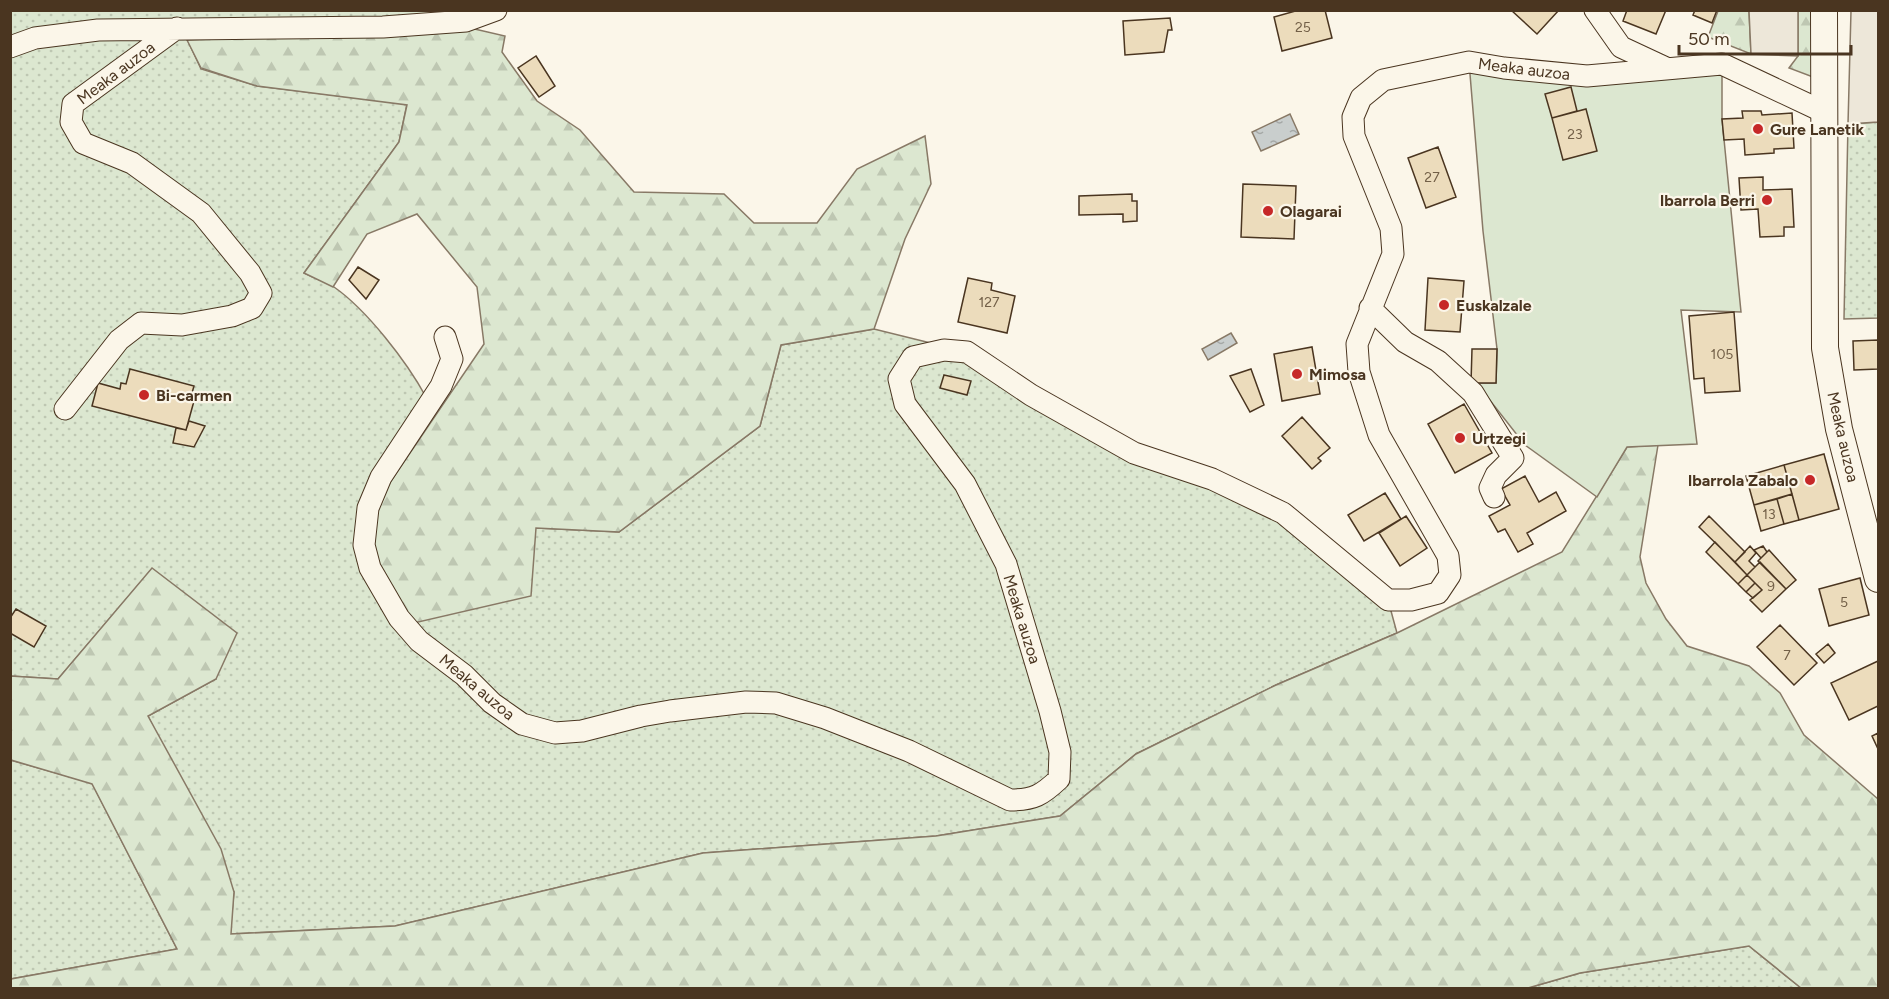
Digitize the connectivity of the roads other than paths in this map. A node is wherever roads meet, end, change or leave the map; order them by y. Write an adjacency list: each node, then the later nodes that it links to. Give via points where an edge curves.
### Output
1 (495, 10): 4 (street, Meaka auzoa, via 466,21 383,27)
2 (1595, 10): 6 (street, Meaka auzoa, via 1621,47)
3 (1824, 10): 7 (street, Meaka auzoa)
4 (177, 28): 5 (street, Meaka auzoa, via 98,30 35,38); 10 (street, Meaka auzoa, via 73,104 71,122 83,143 132,163 201,213 250,273 261,293 252,308 232,315 182,325 141,323 119,340)
5 (10, 47)
6 (1667, 68): 7 (street, Meaka auzoa, via 1722,64); 8 (street, Meaka auzoa, via 1587,76 1469,62 1383,80 1360,98 1353,117 1354,136 1391,228 1393,254)
7 (1824, 112): 12 (street, Meaka auzoa, via 1825,348 1839,429)
8 (1370, 308): 9 (street, Meaka auzoa, via 1357,344 1359,372 1379,435 1448,556 1450,575 1438,593 1411,600 1388,600 1283,513 1212,479 1134,453 1031,395 967,352 944,350 913,357 899,379 905,404 965,484 1006,564 1050,711 1060,752 1059,779 1028,800 1010,800 909,751 776,703 746,702 670,711 582,731 555,733 522,724 492,703 464,675 419,641 399,618 370,568 364,545 368,508 381,477 441,386 452,359); 11 (street, via 1405,342 1438,361 1473,393 1514,458 1496,475 1490,488)
9 (445, 337)
10 (65, 409)
11 (1494, 497)
12 (1878, 579)

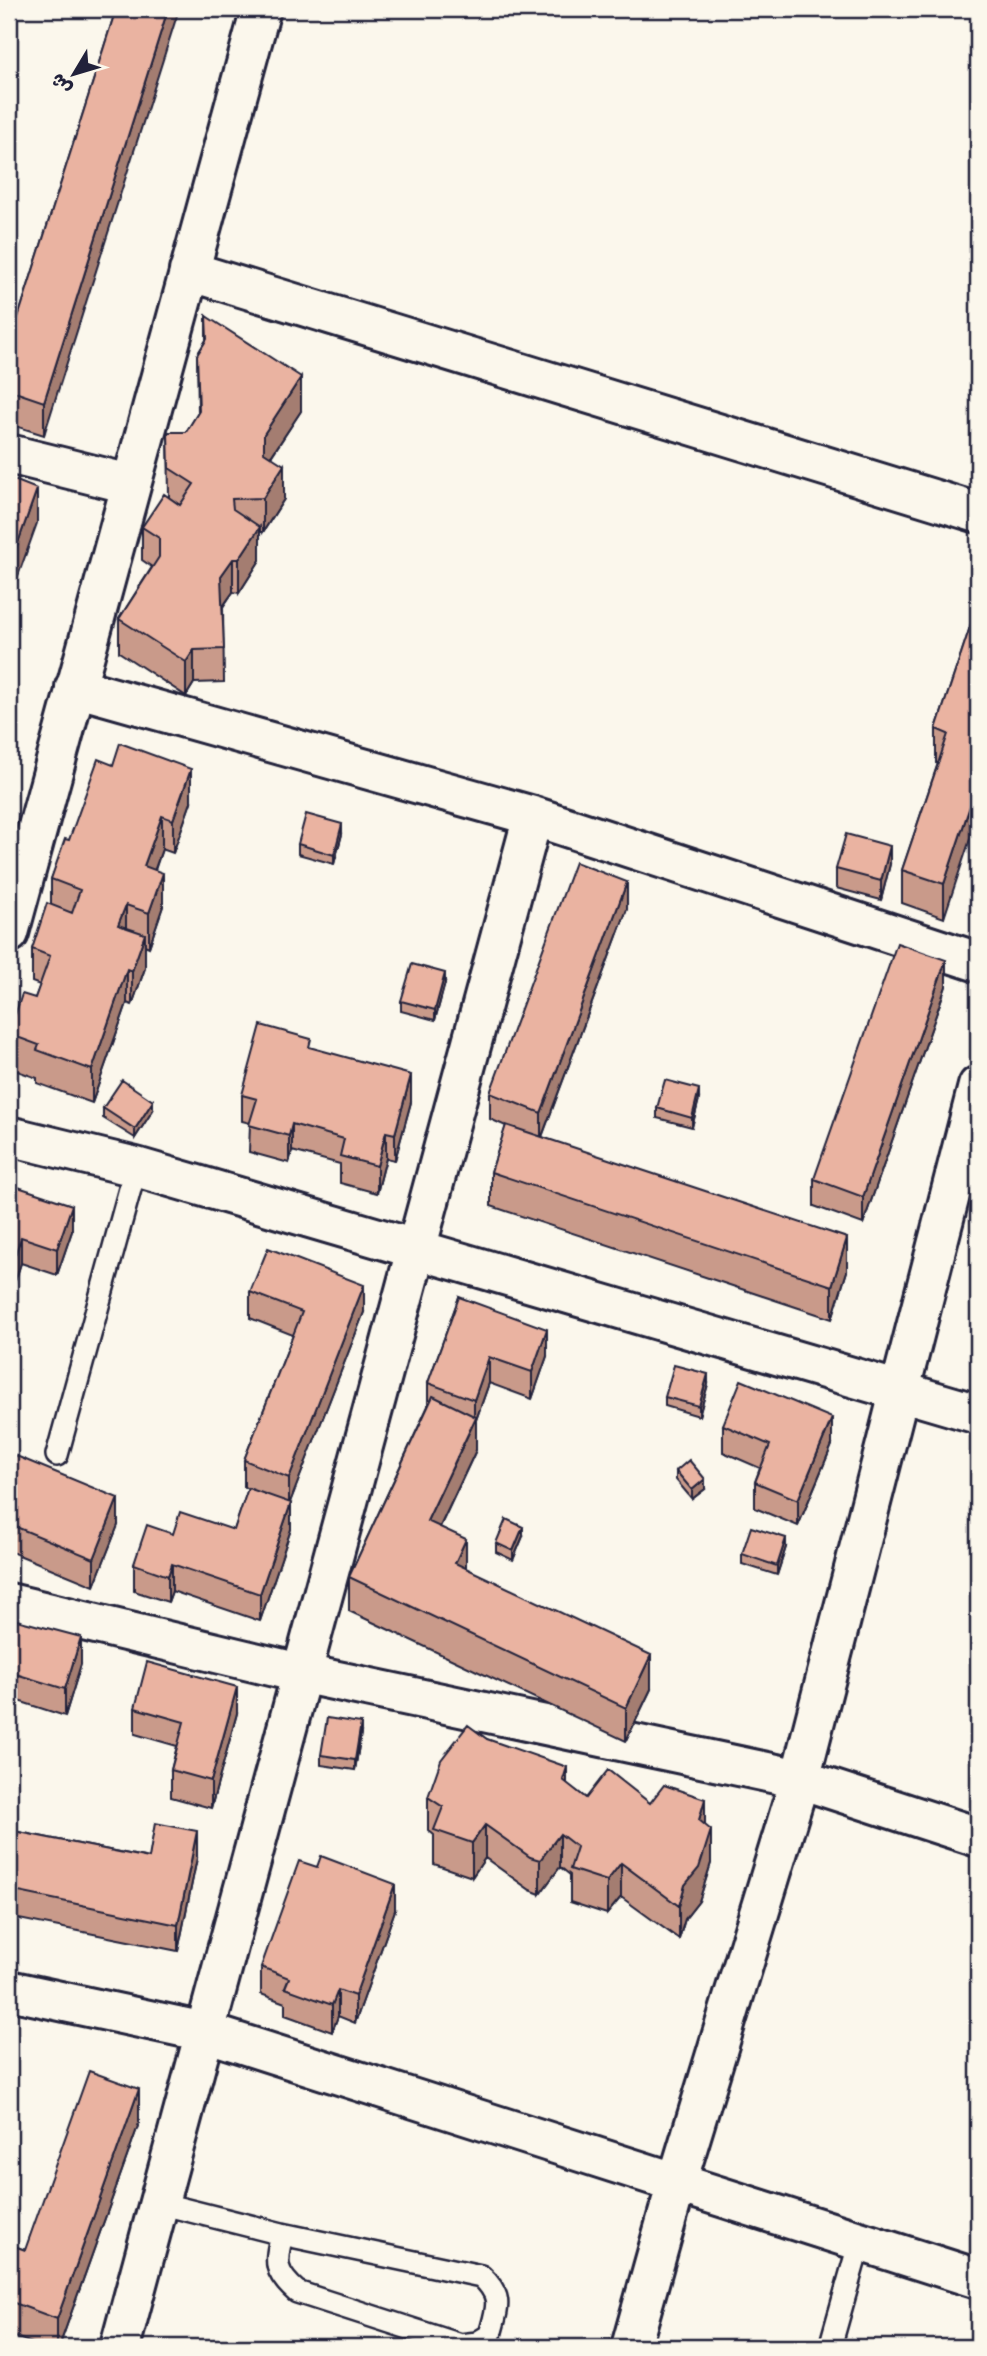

◆ **The task**: The material above is to be set down exactly, with pictures removed.

◆ **Expected answer**:
Digitize the connectivity of the roads other than paths in this map. A node is wherever roads meet, end, change or leave the map; order them by y. Write an adjacency list: each node, then the later nodes that it links to. Give via points where an edge curves.
### Output
1 (495, 10): 4 (street, Meaka auzoa, via 466,21 383,27)
2 (1595, 10): 6 (street, Meaka auzoa, via 1621,47)
3 (1824, 10): 7 (street, Meaka auzoa)
4 (177, 28): 5 (street, Meaka auzoa, via 98,30 35,38); 10 (street, Meaka auzoa, via 73,104 71,122 83,143 132,163 201,213 250,273 261,293 252,308 232,315 182,325 141,323 119,340)
5 (10, 47)
6 (1667, 68): 7 (street, Meaka auzoa, via 1722,64); 8 (street, Meaka auzoa, via 1587,76 1469,62 1383,80 1360,98 1353,117 1354,136 1391,228 1393,254)
7 (1824, 112): 12 (street, Meaka auzoa, via 1825,348 1839,429)
8 (1370, 308): 9 (street, Meaka auzoa, via 1357,344 1359,372 1379,435 1448,556 1450,575 1438,593 1411,600 1388,600 1283,513 1212,479 1134,453 1031,395 967,352 944,350 913,357 899,379 905,404 965,484 1006,564 1050,711 1060,752 1059,779 1028,800 1010,800 909,751 776,703 746,702 670,711 582,731 555,733 522,724 492,703 464,675 419,641 399,618 370,568 364,545 368,508 381,477 441,386 452,359); 11 (street, via 1405,342 1438,361 1473,393 1514,458 1496,475 1490,488)
9 (445, 337)
10 (65, 409)
11 (1494, 497)
12 (1878, 579)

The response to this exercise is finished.